Mark: Coppola sort of let the cat out of the bag on Godfather
3 when he played so much of it in the world of opera. Then it
became clear to me his approach to the first two films wasn't
narrative filmmaking but operatic story-telling, rather than
soap opera. And his father, an orchestra musician and
composer, was there to write the score and even on the set
urging Francis along.
As for Apocalypse, I think your're right on in saying it
falls apart going up river. Not only that, but the film was
unreleasable -- it made no sense -- until Michael Herr's
book, Dispatches, was published after they had spent about a
year cutting the film and were pretty much stymied.
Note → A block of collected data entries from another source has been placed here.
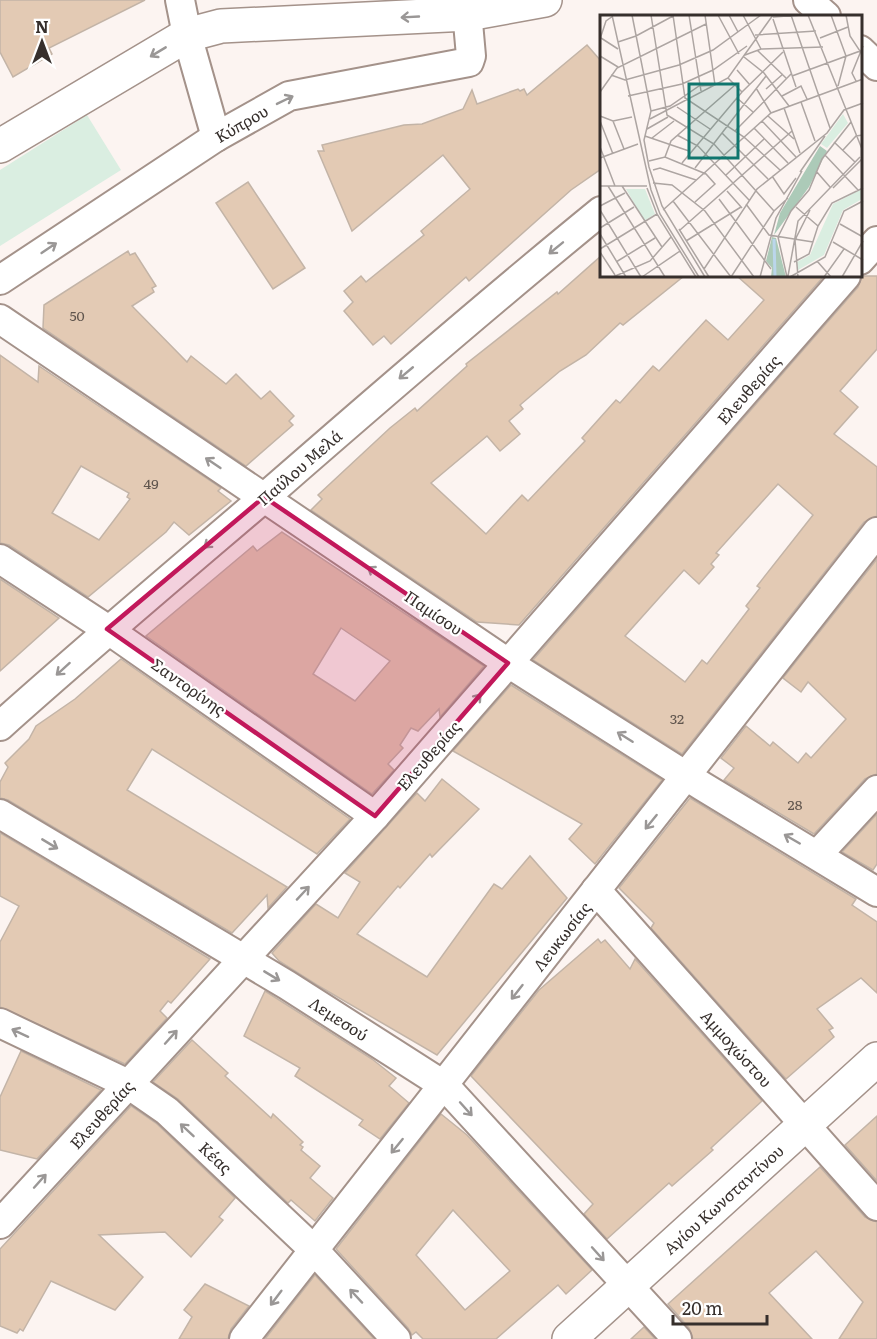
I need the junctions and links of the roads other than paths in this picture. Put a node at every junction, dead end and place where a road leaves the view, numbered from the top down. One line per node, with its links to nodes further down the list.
1 (180, 0): 6 (street)
2 (545, 0): 4 (street)
3 (808, 0): 5 (street)
4 (467, 7): 6 (street, one-way to 6); 9 (street, Κύπρου, one-way to 4)
5 (825, 15)
6 (187, 35): 9 (street); 10 (street, one-way to 10)
7 (862, 51): 8 (street)
8 (877, 66)
9 (216, 137): 13 (street, Κύπρου, one-way to 9)
10 (0, 146)
11 (600, 212): 15 (street, Παύλου Μελά, one-way to 15)
12 (848, 278): 19 (street, Ελευθερίας)
13 (0, 280)
14 (0, 319): 15 (street, Παμίσου, one-way to 14)
15 (264, 497): 18 (street, Παύλου Μελά, one-way to 18); 19 (street, Παμίσου, one-way to 15)
16 (877, 532): 21 (street, Λευκωσίας)
17 (0, 559): 18 (street, Σαντορίνης)
18 (107, 630): 20 (street, Παύλου Μελά, one-way to 20); 24 (street, Σαντορίνης)
19 (508, 663): 21 (street, Παμίσου, one-way to 19); 24 (street, Ελευθερίας, one-way to 19)
20 (0, 726)
21 (688, 777): 25 (street, Παμίσου, one-way to 21); 26 (street, Λευκωσίας, one-way to 26)
22 (877, 790): 25 (street)
23 (0, 814): 28 (street, Λεμεσού, one-way to 28)
24 (375, 816): 28 (street, Ελευθερίας, one-way to 24)
25 (818, 854): 27 (street, Παμίσου)
26 (596, 890): 32 (street, Λευκωσίας, one-way to 32); 33 (street, Αμμοχώστου)
27 (877, 892)
28 (242, 958): 31 (street, Ελευθερίας, one-way to 28); 32 (street, Λεμεσού, one-way to 32)
29 (0, 1023): 31 (street, Κέας, one-way to 29)
30 (877, 1059): 33 (street, Αγίου Κωνσταντίνου)
31 (128, 1084): 35 (street, Ελευθερίας, one-way to 31); 36 (street, Κέας, one-way to 31)
32 (445, 1086): 36 (street, Λευκωσίας, one-way to 36); 37 (street, Λεμεσού, one-way to 37)
33 (806, 1124): 34 (street, Αμμοχώστου); 37 (street, Αγίου Κωνσταντίνου)
34 (877, 1206)
35 (4, 1215)
36 (313, 1249): 38 (street, Λευκωσίας, one-way to 38); 39 (street, Κέας, one-way to 36)
37 (627, 1286): 40 (street, Αγίου Κωνσταντίνου); 41 (street, Λεμεσού)
38 (244, 1339)
39 (396, 1339)
40 (569, 1339)
41 (677, 1339)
Someone
gave the book to Coppola who got Herr to write the voice over
comentary for his very fragmented film, thereby giving it
some narrative cohesion.
With all the problems making that film, the
major fault was that they shot the Brando ending FIRST, than
made the rest of the film. When they tried to put it together
the ending related to the movie they were going to make at
the outset, not the film as it grew over the year or so
during which they shot it. And they couldn't get Brando to
come back to re-shoot the ending.
Nevertheless, certain sequences are truly spectacular works
on film -- the helicopter attack, for sure, will go down in
film history, and, for me, Brando's work in the ending is
brilliant -- no matter that it was from another movie.